United States District Court, E.D. Wisconsin

August 5, 2016



          HON. PAMELA PEPPER, United States District Judge.

         The plaintiff, Ronnie Frank Nicholson, Jr., a state prisoner, is representing himself. He filed a civil complaint alleging that the defendants denied him access to the courts when they seized his legal documents from another inmate. Dkt. No. 1. The plaintiff has paid the full filing fee.

         The law requires the court to screen complaints brought by prisoners seeking relief against a governmental entity or officer or employee of a governmental entity. 28 U.S.C. §1915A(a).
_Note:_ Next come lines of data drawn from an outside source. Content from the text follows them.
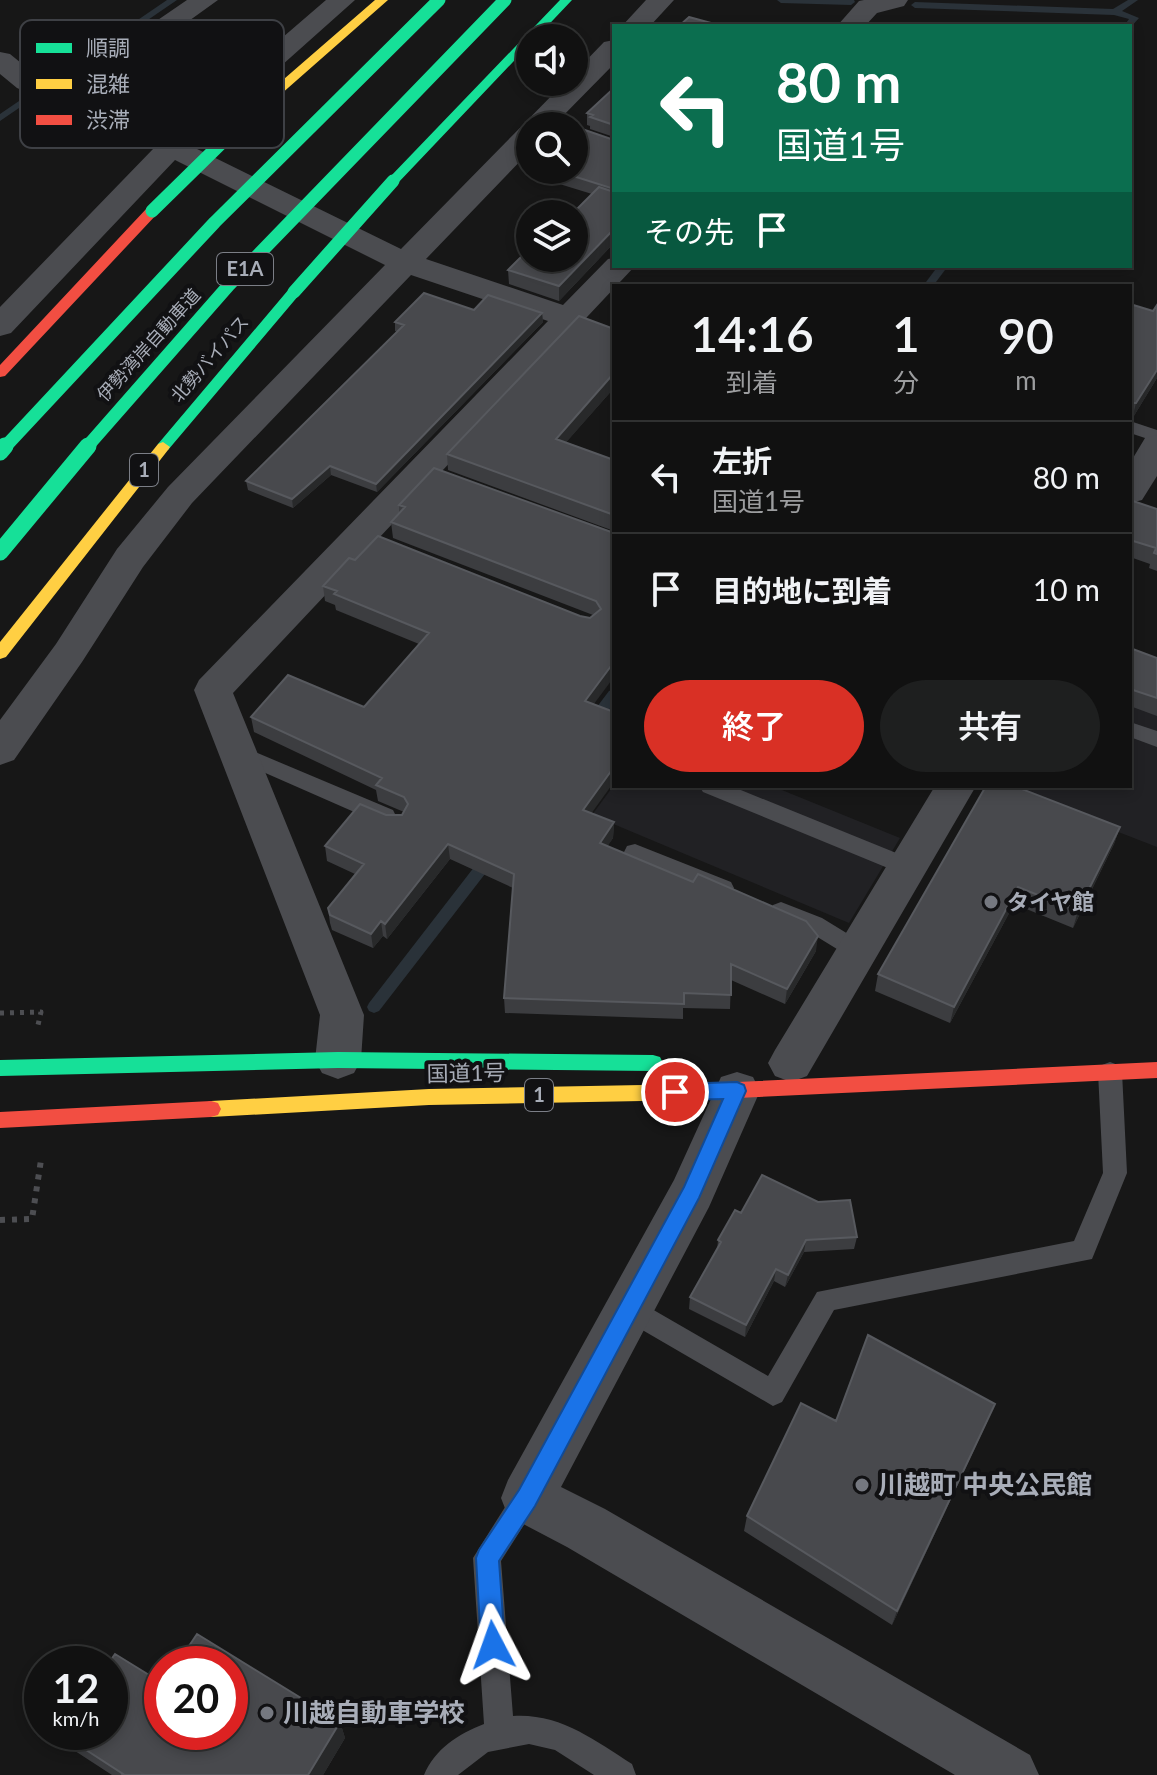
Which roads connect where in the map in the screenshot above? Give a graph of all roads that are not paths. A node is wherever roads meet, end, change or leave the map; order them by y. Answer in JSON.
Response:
{"nodes":[{"id":1,"x":205,"y":0,"type":"edge"},
{"id":2,"x":342,"y":0,"type":"edge"},
{"id":3,"x":382,"y":0,"type":"edge"},
{"id":4,"x":439,"y":0,"type":"edge"},
{"id":5,"x":505,"y":0,"type":"edge"},
{"id":6,"x":566,"y":0,"type":"edge"},
{"id":7,"x":661,"y":0,"type":"edge"},
{"id":8,"x":895,"y":0,"type":"edge"},
{"id":9,"x":175,"y":20,"type":"edge"},
{"id":10,"x":637,"y":24,"type":"edge"},
{"id":11,"x":852,"y":24,"type":"edge"},
{"id":12,"x":284,"y":50,"type":"edge"},
{"id":13,"x":612,"y":50,"type":"edge"},
{"id":14,"x":0,"y":60,"type":"edge"},
{"id":15,"x":20,"y":76,"type":"edge"},
{"id":16,"x":284,"y":85,"type":"edge"},
{"id":17,"x":551,"y":112,"type":"edge"},
{"id":18,"x":171,"y":148,"type":"joint"},
{"id":19,"x":216,"y":148,"type":"edge"},
{"id":20,"x":516,"y":148,"type":"edge"},
{"id":21,"x":404,"y":262,"type":"junction"},
{"id":22,"x":618,"y":268,"type":"edge"},
{"id":23,"x":580,"y":319,"type":"junction"},
{"id":24,"x":0,"y":326,"type":"edge"},
{"id":25,"x":0,"y":373,"type":"edge"},
{"id":26,"x":1132,"y":428,"type":"edge"},
{"id":27,"x":1157,"y":436,"type":"edge"},
{"id":28,"x":1157,"y":446,"type":"edge"},
{"id":29,"x":0,"y":452,"type":"edge"},
{"id":30,"x":1132,"y":489,"type":"edge"},
{"id":31,"x":1132,"y":500,"type":"edge"},
{"id":32,"x":1157,"y":509,"type":"edge"},
{"id":33,"x":0,"y":552,"type":"edge"},
{"id":34,"x":0,"y":653,"type":"edge"},
{"id":35,"x":13,"y":709,"type":"edge"},
{"id":36,"x":1132,"y":730,"type":"edge"},
{"id":37,"x":1157,"y":739,"type":"edge"},
{"id":38,"x":0,"y":750,"type":"edge"},
{"id":39,"x":235,"y":751,"type":"junction"},
{"id":40,"x":715,"y":788,"type":"edge"},
{"id":41,"x":955,"y":788,"type":"edge"},
{"id":42,"x":396,"y":821,"type":"edge"},
{"id":43,"x":635,"y":852,"type":"dead end"},
{"id":44,"x":908,"y":867,"type":"junction"},
{"id":45,"x":858,"y":951,"type":"junction"},
{"id":46,"x":338,"y":1060,"type":"junction"},
{"id":47,"x":668,"y":1063,"type":"dead end"},
{"id":48,"x":855,"y":1065,"type":"dead end"},
{"id":49,"x":0,"y":1068,"type":"edge"},
{"id":50,"x":778,"y":1070,"type":"junction"},
{"id":51,"x":1157,"y":1070,"type":"edge"},
{"id":52,"x":1110,"y":1072,"type":"junction"},
{"id":53,"x":1078,"y":1073,"type":"junction"},
{"id":54,"x":0,"y":1120,"type":"edge"},
{"id":55,"x":629,"y":1309,"type":"junction"},
{"id":56,"x":527,"y":1498,"type":"junction"},
{"id":57,"x":499,"y":1731,"type":"junction"},
{"id":58,"x":439,"y":1775,"type":"edge"},
{"id":59,"x":621,"y":1775,"type":"edge"},
{"id":60,"x":1010,"y":1775,"type":"edge"}],
"edges":[{"from":1,"to":9,"type":"street"},
{"from":2,"to":12,"type":"street"},
{"from":3,"to":16,"type":"highway","bridge":true},
{"from":4,"to":29,"type":"highway","name":"伊勢湾岸自動車道","number":"E1A","bridge":true},
{"from":5,"to":33,"type":"highway","name":"伊勢湾岸自動車道","number":"E1A","bridge":true},
{"from":6,"to":34,"type":"highway","name":"北勢バイパス","number":"1","bridge":true},
{"from":7,"to":10,"type":"street"},
{"from":8,"to":11,"type":"street"},
{"from":13,"to":17,"type":"street"},
{"from":14,"to":15,"type":"street"},
{"from":18,"to":21,"type":"street"},
{"from":18,"to":24,"type":"street"},
{"from":19,"to":25,"type":"highway","bridge":true},
{"from":20,"to":21,"type":"street"},
{"from":21,"to":23,"type":"street"},
{"from":21,"to":35,"type":"street"},
{"from":22,"to":23,"type":"street"},
{"from":23,"to":39,"type":"street"},
{"from":26,"to":27,"type":"lane"},
{"from":28,"to":30,"type":"street"},
{"from":31,"to":32,"type":"street"},
{"from":35,"to":38,"type":"street"},
{"from":36,"to":37,"type":"lane"},
{"from":39,"to":42,"type":"lane"},
{"from":39,"to":46,"type":"street"},
{"from":40,"to":44,"type":"lane"},
{"from":41,"to":44,"type":"street"},
{"from":43,"to":45,"type":"lane"},
{"from":44,"to":45,"type":"street"},
{"from":45,"to":50,"type":"street"},
{"from":46,"to":47,"type":"highway","name":"国道1号","number":"1"},
{"from":46,"to":49,"type":"highway","name":"国道1号","number":"1"},
{"from":48,"to":53,"type":"highway","name":"国道1号","number":"1"},
{"from":50,"to":53,"type":"highway","name":"国道1号","number":"1"},
{"from":50,"to":54,"type":"highway","name":"国道1号","number":"1"},
{"from":50,"to":55,"type":"street"},
{"from":51,"to":52,"type":"highway","name":"国道1号","number":"1"},
{"from":52,"to":53,"type":"highway","name":"国道1号","number":"1"},
{"from":52,"to":55,"type":"lane"},
{"from":55,"to":56,"type":"street"},
{"from":56,"to":57,"type":"lane"},
{"from":56,"to":60,"type":"street"},
{"from":57,"to":58,"type":"lane"},
{"from":57,"to":59,"type":"lane"}]}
The court must dismiss a complaint or portion thereof if the prisoner has raised claims that are legally “frivolous or malicious, ” that fail to state a claim upon which relief may be granted, or that seek monetary relief from a defendant who is immune from such relief. 28 U.S.C. §1915A(b).
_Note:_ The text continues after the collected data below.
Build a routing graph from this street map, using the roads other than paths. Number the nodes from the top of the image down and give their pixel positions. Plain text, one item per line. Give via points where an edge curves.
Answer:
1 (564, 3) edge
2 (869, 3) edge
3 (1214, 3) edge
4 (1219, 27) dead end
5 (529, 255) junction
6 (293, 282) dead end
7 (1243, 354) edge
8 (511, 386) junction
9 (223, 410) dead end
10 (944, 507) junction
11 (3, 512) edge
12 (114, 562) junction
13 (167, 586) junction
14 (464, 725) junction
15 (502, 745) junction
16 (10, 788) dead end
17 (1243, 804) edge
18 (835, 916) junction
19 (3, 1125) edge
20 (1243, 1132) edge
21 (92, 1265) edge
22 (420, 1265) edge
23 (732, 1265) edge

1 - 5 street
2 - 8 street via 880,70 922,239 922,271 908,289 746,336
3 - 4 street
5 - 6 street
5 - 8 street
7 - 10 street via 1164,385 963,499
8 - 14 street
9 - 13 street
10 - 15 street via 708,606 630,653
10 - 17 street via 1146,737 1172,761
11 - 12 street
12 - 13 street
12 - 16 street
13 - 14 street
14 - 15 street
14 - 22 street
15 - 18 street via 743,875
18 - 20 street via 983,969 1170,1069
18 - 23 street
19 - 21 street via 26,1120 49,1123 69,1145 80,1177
         A claim is legally frivolous when it lacks an arguable basis either in law or in fact. Denton v. Hernandez, 504 U.S. 25, 31 (1992); Neitzke v. Williams, 490 U.S. 319, 325 (1989); Hutchinson ex rel. Baker v. Spink, 126 F.3d 895, 900 (7th Cir. 1997). The court may, therefore, dismiss a claim as frivolous where it is based on an indisputably meritless legal theory or where the factual contentions are clearly baseless. Neitzke, 490 U.S. at 327. “Malicious, ” although sometimes treated as a synonym for “frivolous, ” “is more usefully construed as intended to harass.” Lindell v. McCallum, 352 F.3d 1107, 1109-10 (7th Cir. 2003) (citations omitted).

         To state a cognizable claim under the federal notice pleading system, the plaintiff is required to provide a “short and plain statement of the claim showing that [he] is entitled to relief[.]” Fed.R.Civ.P. 8(a)(2). It is not necessary for the plaintiff to plead specific facts and his statement need only “give the defendant fair notice of what the . . . claim is and the grounds upon which it rests.” Bell Atlantic Corp. v. Twombly, 550 U.S. 544, 555 (2007) (quoting Conley v. Gibson, 355 U.S. 41, 47 (1957)). A complaint that offers “labels and conclusions, ” however, or “formulaic recitation of the elements of a cause of action will not do.” Ashcroft v. Iqbal, 556 U.S. 662, 678 (2009) (quoting Twombly, 550 U.S. at 555). To state a claim, a complaint must contain sufficient factual matter, accepted as true, “that is plausible on its face.” Id. (quoting Twombly, 550 U.S. at 570). “A claim has facial plausibility when the plaintiff pleads factual content that allows the court to draw the reasonable inference that the defendant is liable for the misconduct alleged.” Id. (citing Twombly, 550 U.S. at 556). The complaint allegations “must be enough to raise a right to relief above the speculative level.” Twombly, 550 U.S. at 555 (citation omitted).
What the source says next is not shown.